Tuesday, August 28, 2007

There's a Hole In My Hole

An empty space one billion light years across has been found in space! It is a phenomenon unexplainable by the science of Man! It gets even more confusing because news are calling it a 'hole' and 'black hole', which it isn't - a black hole a billion light-years across would be reason to start the death of civilization on this very minute. It's merely a space that's emptier of stuff than regular space is - a kind of space desert or space abandoned warehouse.
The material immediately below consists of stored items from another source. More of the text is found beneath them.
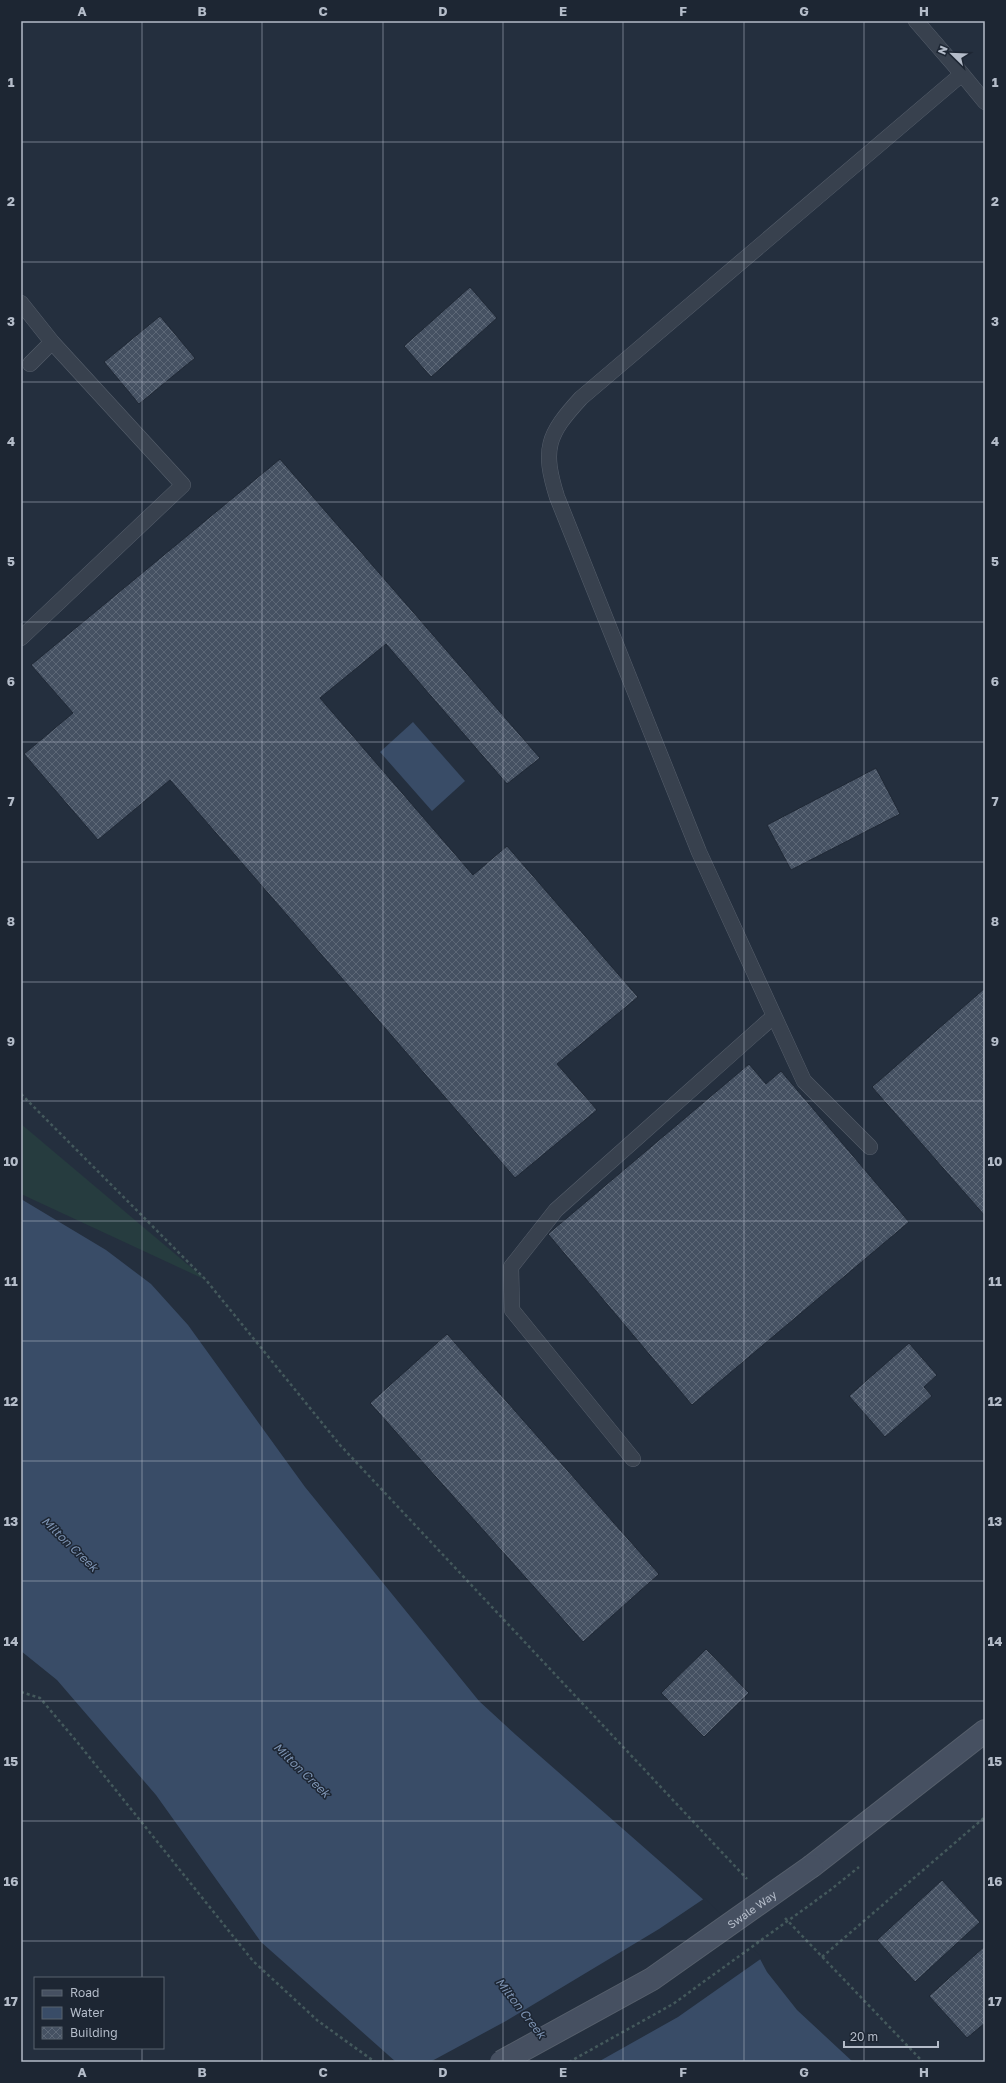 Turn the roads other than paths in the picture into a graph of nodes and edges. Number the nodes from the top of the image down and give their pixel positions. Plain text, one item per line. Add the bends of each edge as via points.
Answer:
1 (916, 21) edge
2 (962, 74) junction
3 (985, 102) edge
4 (21, 303) edge
5 (52, 342) junction
6 (30, 364) dead end
7 (21, 638) edge
8 (774, 1016) junction
9 (870, 1147) dead end
10 (633, 1459) dead end
11 (985, 1731) edge
12 (501, 2062) edge

1 - 2 lane
2 - 3 lane
2 - 8 lane via 581,398 560,421 550,441 550,474 557,497 699,852
4 - 5 lane
5 - 6 lane
5 - 7 lane via 183,485
8 - 9 lane via 804,1081
8 - 10 lane via 556,1210 511,1267 512,1310
11 - 12 main road, Swale Way, bridge via 812,1866 652,1979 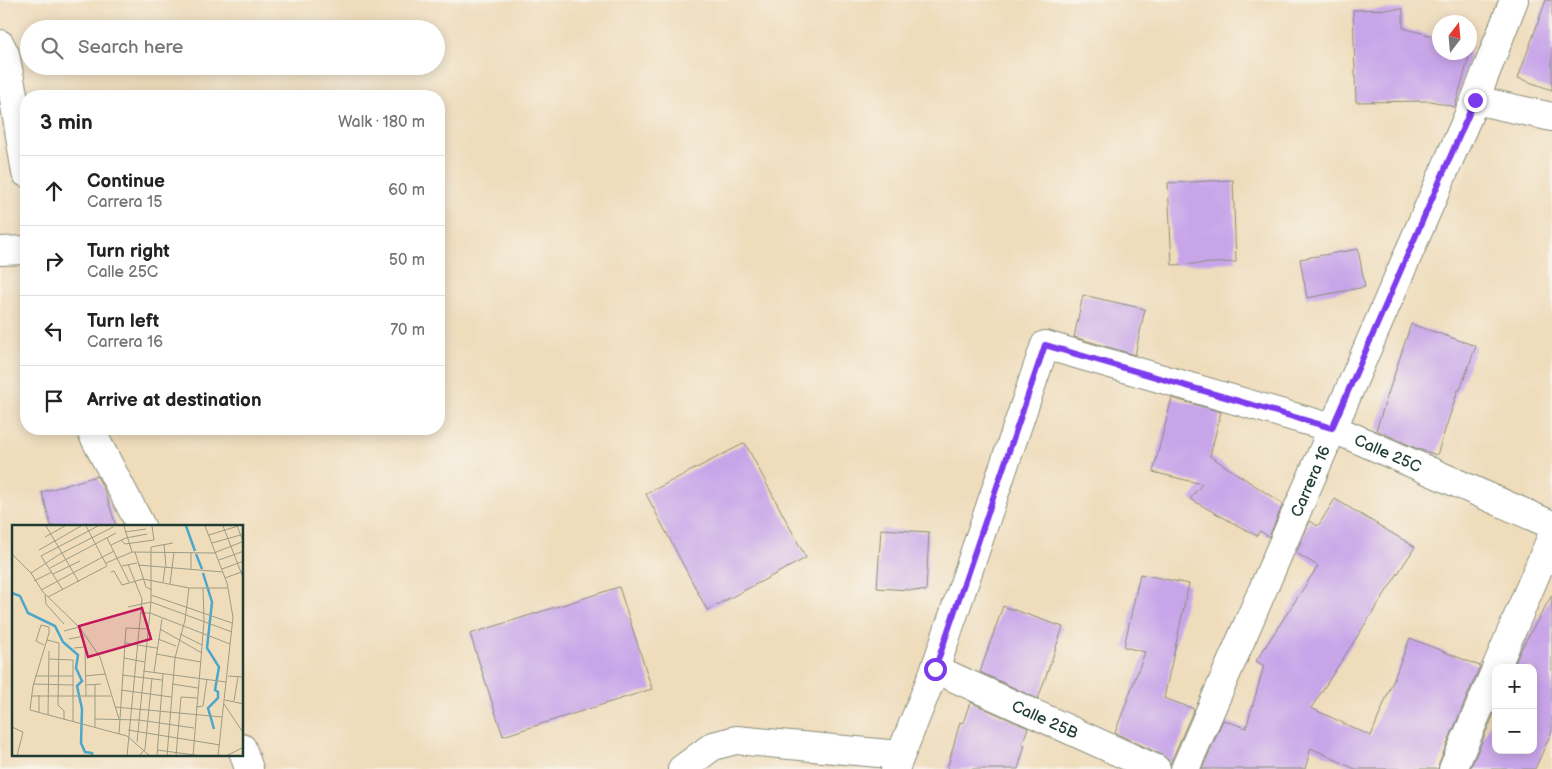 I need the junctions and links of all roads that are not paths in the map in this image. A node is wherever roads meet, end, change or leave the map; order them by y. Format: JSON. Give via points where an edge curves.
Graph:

But what would cause such a thing, you're asking - or, for the purpose of the discussion, we'll assume you're asking? Here are some theories:

  • A Type IV civilization decided to take its neighborhood into an alternate universe, hyperspace, virtual space or whatever;
  • The same kind of civilization, except their equivalent of a gasket exploded;
  • It's a signal by aliens. Radio signals are cool, but a crop circle a billion light years in size can't be missed.
  • Galactus decided to raise a family.
Sadly, there's not much use to speculation: The bugger is more than -six- billion light-years away, which means what we're seeing is six billion years old. What could be there right now? The possibilities are endless:
  • Parking lot
  • McDonald's
  • Starbucks
  • Used car dealer
  • Those atrocious parking lots with the huge department stores around them
  • Starbucks across the street from Starbucks
  • Nothing, but the whole thing is covered in plastic
  • Another Type IV civilization fiddling with gaskets

Tuesday, August 07, 2007

A Moral Dilemma

A trolley car is careening down the track towards a railroad tie. Tied to one of the tracks there is Baby Hitler (who will grow up to be Hitler) and a man who knows the cure for cancer. On the other there are five people swimming, a shark and a baby who will invent a health pebble that can either ressurrect five people or cure the common cold. The train's passengers are baby Stalin, a man who knows the cure to gonorrhea, and Richard Simmons. What do you do?

Sunday, August 05, 2007

Questions About Superheroes

  • Many women in comicsland have parthenogenetic births (Power Girl, Ms. Marvel: check Wikipedia if you don't believe me). Which brings the question - Why Pre-Crisis Superman couldn't do it? He could do pretty much everything else.
  • Why only Native American superheroes can summon animal totems? You never see a white trash kind of guy siccing giant raccoons on people.
  • Why isn't there a Batman movie that features King Tut as the main enemy?